What you need to do
The required answer is every line of the data containing the word "nodes".

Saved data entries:

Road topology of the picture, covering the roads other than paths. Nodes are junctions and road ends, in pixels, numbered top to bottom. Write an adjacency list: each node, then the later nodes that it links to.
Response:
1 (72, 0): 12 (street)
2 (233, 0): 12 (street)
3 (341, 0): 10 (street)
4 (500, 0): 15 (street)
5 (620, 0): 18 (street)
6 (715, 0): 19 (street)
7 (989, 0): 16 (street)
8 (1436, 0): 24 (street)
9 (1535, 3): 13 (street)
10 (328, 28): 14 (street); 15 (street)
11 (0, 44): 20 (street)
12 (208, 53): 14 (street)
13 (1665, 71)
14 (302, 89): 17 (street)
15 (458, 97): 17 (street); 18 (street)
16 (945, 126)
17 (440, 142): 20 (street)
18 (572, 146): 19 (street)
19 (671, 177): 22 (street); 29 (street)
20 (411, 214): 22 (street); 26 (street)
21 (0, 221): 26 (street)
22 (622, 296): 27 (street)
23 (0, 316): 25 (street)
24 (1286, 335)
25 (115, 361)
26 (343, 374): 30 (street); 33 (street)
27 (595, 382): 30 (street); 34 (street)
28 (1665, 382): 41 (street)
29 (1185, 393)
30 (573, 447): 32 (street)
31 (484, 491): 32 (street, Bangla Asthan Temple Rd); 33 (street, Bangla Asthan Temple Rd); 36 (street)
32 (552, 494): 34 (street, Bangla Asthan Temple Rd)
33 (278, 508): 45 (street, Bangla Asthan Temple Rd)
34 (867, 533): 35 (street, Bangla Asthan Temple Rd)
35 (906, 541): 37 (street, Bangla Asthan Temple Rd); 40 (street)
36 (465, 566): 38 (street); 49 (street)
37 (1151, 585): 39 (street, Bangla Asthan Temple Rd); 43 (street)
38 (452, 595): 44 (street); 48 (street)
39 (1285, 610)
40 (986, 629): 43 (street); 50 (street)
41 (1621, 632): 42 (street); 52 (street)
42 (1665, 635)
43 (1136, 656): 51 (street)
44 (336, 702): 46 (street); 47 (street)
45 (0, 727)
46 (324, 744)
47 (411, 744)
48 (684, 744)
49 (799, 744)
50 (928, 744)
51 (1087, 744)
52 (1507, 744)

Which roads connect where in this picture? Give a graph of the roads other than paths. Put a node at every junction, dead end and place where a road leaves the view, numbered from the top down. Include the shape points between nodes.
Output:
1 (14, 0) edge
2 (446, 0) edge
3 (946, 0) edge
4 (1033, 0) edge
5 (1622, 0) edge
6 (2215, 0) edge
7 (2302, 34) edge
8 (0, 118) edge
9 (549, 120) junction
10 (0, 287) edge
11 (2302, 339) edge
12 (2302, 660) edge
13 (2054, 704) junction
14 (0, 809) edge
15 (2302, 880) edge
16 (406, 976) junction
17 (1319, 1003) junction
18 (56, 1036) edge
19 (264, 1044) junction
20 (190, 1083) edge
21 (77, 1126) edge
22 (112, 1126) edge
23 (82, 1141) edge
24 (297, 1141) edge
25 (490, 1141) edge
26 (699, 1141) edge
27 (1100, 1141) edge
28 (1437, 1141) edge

Output of the exercise
Road topology of the picture, covering the roads other than paths. Nodes are junctions and road ends, in pixels, numbered top to bottom. Write an adjacency list: each node, then the later nodes that it links to.
Which roads connect where in this picture? Give a graph of the roads other than paths. Put a node at every junction, dead end and place where a road leaves the view, numbered from the top down. Include the shape points between nodes.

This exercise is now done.